Alors que l’impérialisme américain embrase le Moyen-Orient

Iran : Le second tour de l'élection présidentielle est remporté par un « réformateur » prônant un rapprochement avec les États-Unis

Le second tour des élections présidentielles iraniennes de vendredi a été remporté par Masoud Pezeshkian, un représentant de l'aile « réformatrice » de l'establishment politique bourgeois et clérical de la République islamique.

La campagne de Pezeshkian combinait des dénonciations de la corruption et de l'application par l'État des mœurs islamiques conservatrices (telles que le port obligatoire du voile pour les femmes en public) avec des appels au rapprochement avec les États-Unis et les puissances impérialistes européennes.

Le président élu iranien Masoud Pezeshkian s'exprime lors d'une réunion un jour après l'élection présidentielle, au sanctuaire du défunt fondateur de la révolution, l'ayatollah Khomeini, juste à la périphérie de Téhéran, en Iran, le samedi 6 juillet 2024. [AP Photo/Vahid Salemi]

Au cœur de sa campagne se trouvait un appel explicite à la relance de l’accord nucléaire iranien de 2015. En mai 2018, les États-Unis dirigés par Trump ont répudié unilatéralement l’accord dans le but déclaré de recourir à des sanctions économiques brutales pour paralyser l’économie iranienne et précipiter un « changement de régime ».

Six ans plus tard et dans des conditions où l'impérialisme américain finance l'attaque génocidaire du régime de Netanyahou contre les Palestiniens de Gaza et utilise son chien d'attaque israélien pour préparer le terrain à une guerre plus large dont la cible principale serait l'Iran et ses alliés de son « axe de résistance », Pezeshkian n’a fourni aucune explication quant à la manière dont l’accord nucléaire pourrait être rétabli et les sanctions économiques punitives levées.

Il s'est plutôt appuyé sur le soutien de sections de la bourgeoisie et de la classe moyenne supérieure qui croient que la capitulation totale de l'Iran face aux puissances impérialistes entraînera leur enrichissement personnel et qui craignent une colère populaire profondément enracinée face aux inégalités sociales, à un effondrement du niveau de vie provoqué par l'inflation et la violente répression par le régime des manifestations antigouvernementales en 2018, 2019 et 2022.

Pezeshkian a obtenu 16,4 millions de voix (53,6 pour cent) lors du second tour des élections de vendredi, contre 13,5 millions (44,2 pour cent) pour Saeed Jalili (avec quelque 600.000 votes nuls ou autrement invalides). Membre de longue date de l'establishment sécuritaire iranien, Jalili est connu pour sa défense avec véhémence des opinions socialement conservatrices et est considéré comme un « partisan de la ligne dure », même parmi la faction dominante « conservatrice » ou principiste.

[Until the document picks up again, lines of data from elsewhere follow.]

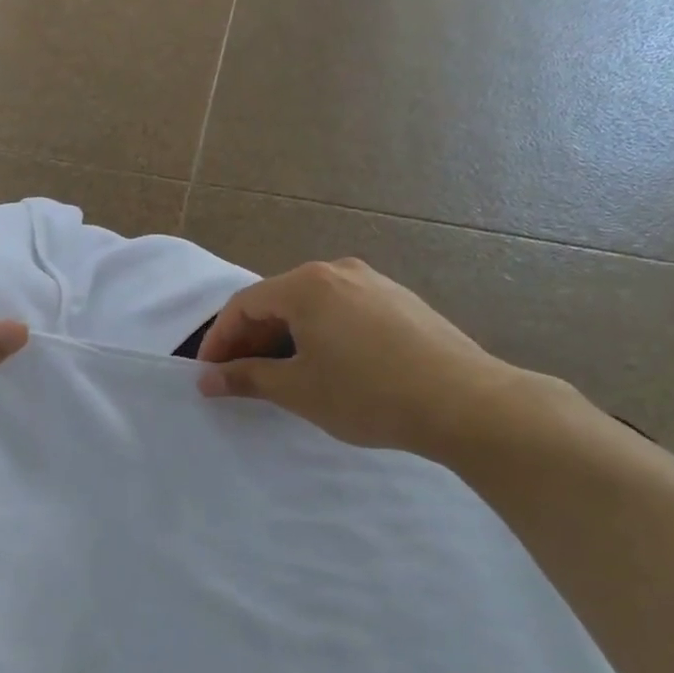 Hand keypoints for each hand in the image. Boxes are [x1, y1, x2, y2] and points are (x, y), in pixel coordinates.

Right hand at [197, 259, 528, 456]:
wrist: (465, 401)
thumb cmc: (368, 394)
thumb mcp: (298, 389)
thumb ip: (247, 378)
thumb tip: (208, 379)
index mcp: (306, 285)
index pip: (244, 305)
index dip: (219, 340)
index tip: (208, 375)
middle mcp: (338, 271)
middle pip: (277, 300)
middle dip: (251, 339)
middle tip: (239, 377)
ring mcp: (374, 282)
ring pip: (311, 306)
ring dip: (285, 337)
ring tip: (280, 375)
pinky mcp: (400, 301)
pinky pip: (342, 311)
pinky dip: (319, 334)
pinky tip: (326, 365)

L'autre candidat majeur au premier tour, l'actuel président du parlement iranien et ancien commandant du Corps des Gardiens de la révolution islamique (CGRI), Mohammad Bagher Ghalibaf, a apporté son soutien à Jalili lors du second tour, mais il est évident que tous ses votants ne lui ont pas emboîté le pas. Ceci, ainsi qu'une augmentation significative de la participation électorale, ont permis à Pezeshkian d'augmenter son total de voix de près de 6 millions de voix au second tour et son avance sur Jalili en le faisant passer de 4 à 9 points de pourcentage.

Au total, près de 31 millions de personnes ont participé au second tour de l'élection présidentielle. Cela représente un bond de 10 points de pourcentage par rapport au premier tour, qui avait connu le plus faible taux de participation à une élection présidentielle ou parlementaire depuis la révolution de 1979 qui a renversé le régime despotique du Shah installé par les États-Unis. Néanmoins, selon les estimations du gouvernement, seuls 49,8 pour cent des Iraniens ont voté.

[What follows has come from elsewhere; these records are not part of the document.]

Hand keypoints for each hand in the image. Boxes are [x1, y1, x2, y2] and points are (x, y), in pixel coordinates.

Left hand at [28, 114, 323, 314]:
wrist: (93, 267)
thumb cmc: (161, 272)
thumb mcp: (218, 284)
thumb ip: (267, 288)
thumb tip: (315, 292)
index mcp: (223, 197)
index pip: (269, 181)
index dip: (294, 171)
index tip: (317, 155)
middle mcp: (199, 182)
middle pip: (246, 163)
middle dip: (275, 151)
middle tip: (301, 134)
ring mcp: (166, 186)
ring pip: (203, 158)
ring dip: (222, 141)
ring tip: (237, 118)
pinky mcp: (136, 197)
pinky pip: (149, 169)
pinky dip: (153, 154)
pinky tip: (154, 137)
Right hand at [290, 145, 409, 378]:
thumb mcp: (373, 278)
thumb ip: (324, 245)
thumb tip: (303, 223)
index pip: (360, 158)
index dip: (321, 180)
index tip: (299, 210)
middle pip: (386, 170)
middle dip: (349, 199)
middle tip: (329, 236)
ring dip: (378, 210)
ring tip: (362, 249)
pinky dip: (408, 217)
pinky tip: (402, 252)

L'ayatollah Khamenei, chef suprême de la République islamique depuis 1989, avait marqué pendant la campagne sa forte préférence pour un président « conservateur ».

Présentant le résultat sous le meilleur jour, il a publié une déclaration félicitant le peuple iranien pour s’être rendu aux urnes et « avoir fait face au tollé inventé de boycottage des élections [que] les ennemis de la nation iranienne avaient organisé pour provoquer le désespoir et l’impasse ». Il a rencontré le président élu samedi, quelques heures seulement après qu'il ait été déclaré vainqueur des élections.

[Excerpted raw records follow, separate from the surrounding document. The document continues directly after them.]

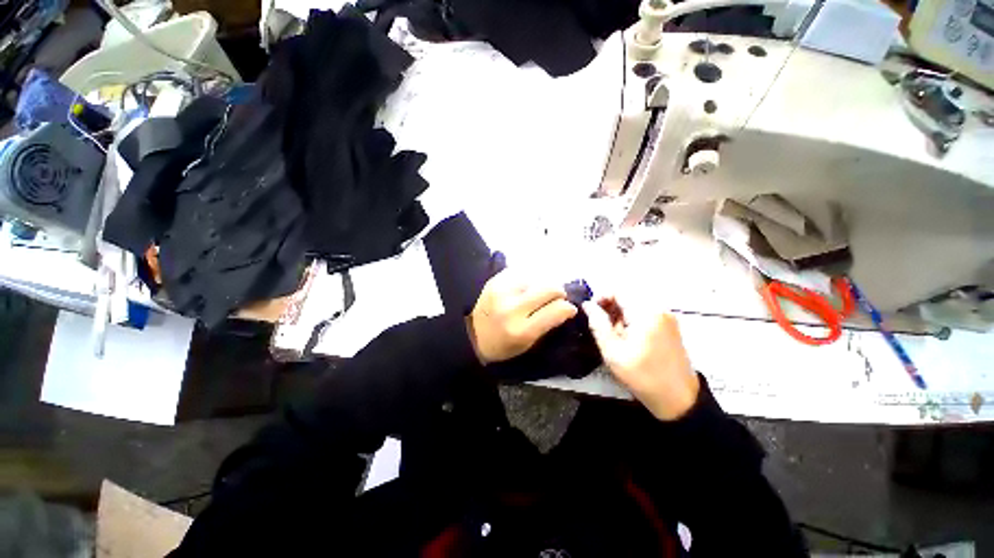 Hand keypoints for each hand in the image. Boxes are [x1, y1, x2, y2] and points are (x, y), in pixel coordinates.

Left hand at [467, 270, 577, 363]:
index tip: (570, 309)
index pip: (557, 310)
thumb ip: (548, 325)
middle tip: (557, 297)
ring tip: (537, 294)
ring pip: (537, 277)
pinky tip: (524, 287)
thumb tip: (567, 306)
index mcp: (522, 330)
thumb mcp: (528, 344)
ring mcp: (502, 291)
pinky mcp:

Des messages similaires claironnant l’unité de la nation et déclarant leur volonté de travailler avec un gouvernement dirigé par Pezeshkian ont été publiés par les chefs du CGRI et de l’armée, par des personnalités du gouvernement sortant et par Jalili.

Une base de soutien populaire de plus en plus restreinte

Cependant, rien de tout cela ne peut masquer le fait que les élections ont souligné le rétrécissement de la base populaire du régime nationaliste bourgeois iranien ; et les fissures qui s’agrandissent dans ses rangs, dans des conditions où il est pris entre les puissances impérialistes, qui considèrent le Moyen-Orient comme un champ de bataille clé dans leur campagne d’un nouveau partage du monde par une guerre mondiale, et une classe ouvrière de plus en plus agitée.

Dans son message de félicitations, Khamenei a exhorté le nouveau président à suivre les traces de son prédécesseur, le religieux principiste Ebrahim Raisi, dont la mort dans un accident d'hélicoptère le 19 mai a rendu nécessaire la tenue d'une élection présidentielle spéciale. Le Guide suprême a exhorté le président élu à « poursuivre le chemin du martyr Raïssi pour tirer le meilleur parti des énormes capacités du pays ».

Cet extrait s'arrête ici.